▶ What is required: Going line by line through the entries, count those containing "hand" and state only the result.

▶ Provided data:
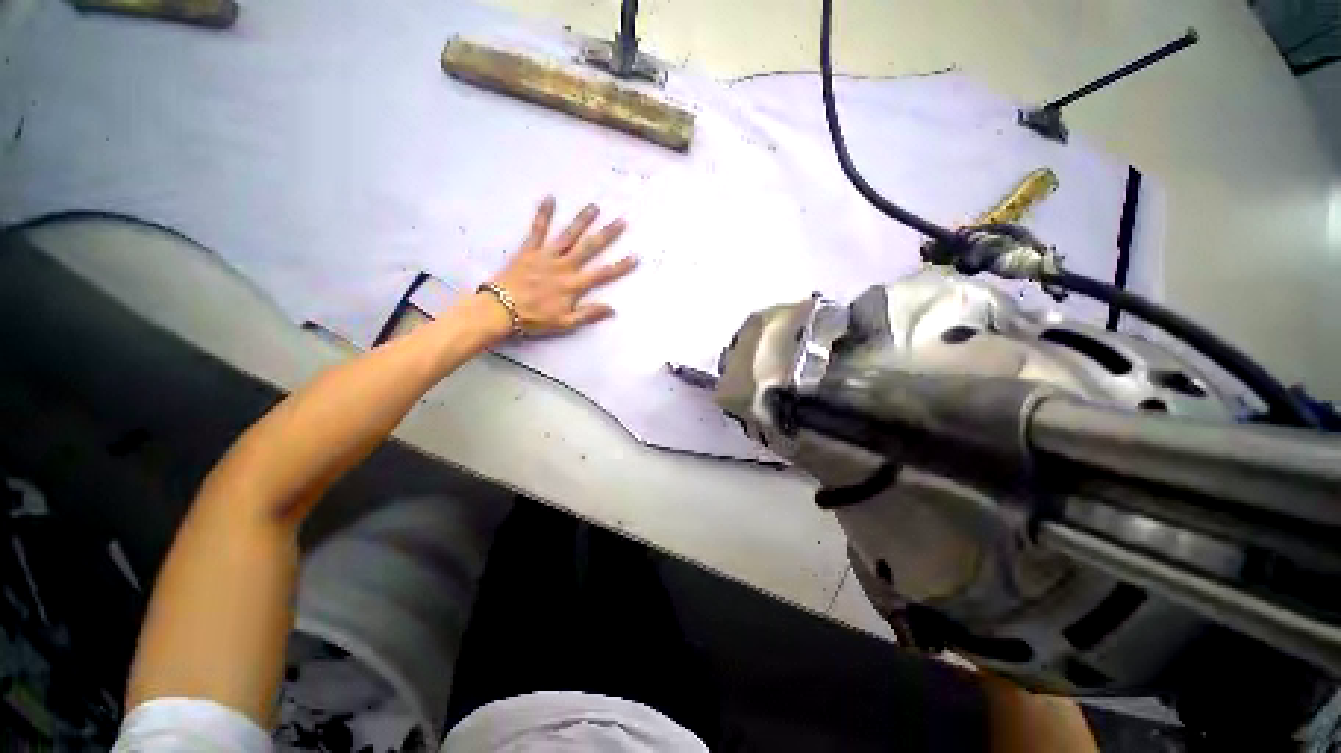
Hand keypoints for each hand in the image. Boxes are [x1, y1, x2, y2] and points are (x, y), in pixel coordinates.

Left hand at [485, 196, 636, 336]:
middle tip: (621, 220)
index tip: (635, 256)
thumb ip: (588, 314)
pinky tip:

▶ Task result: 2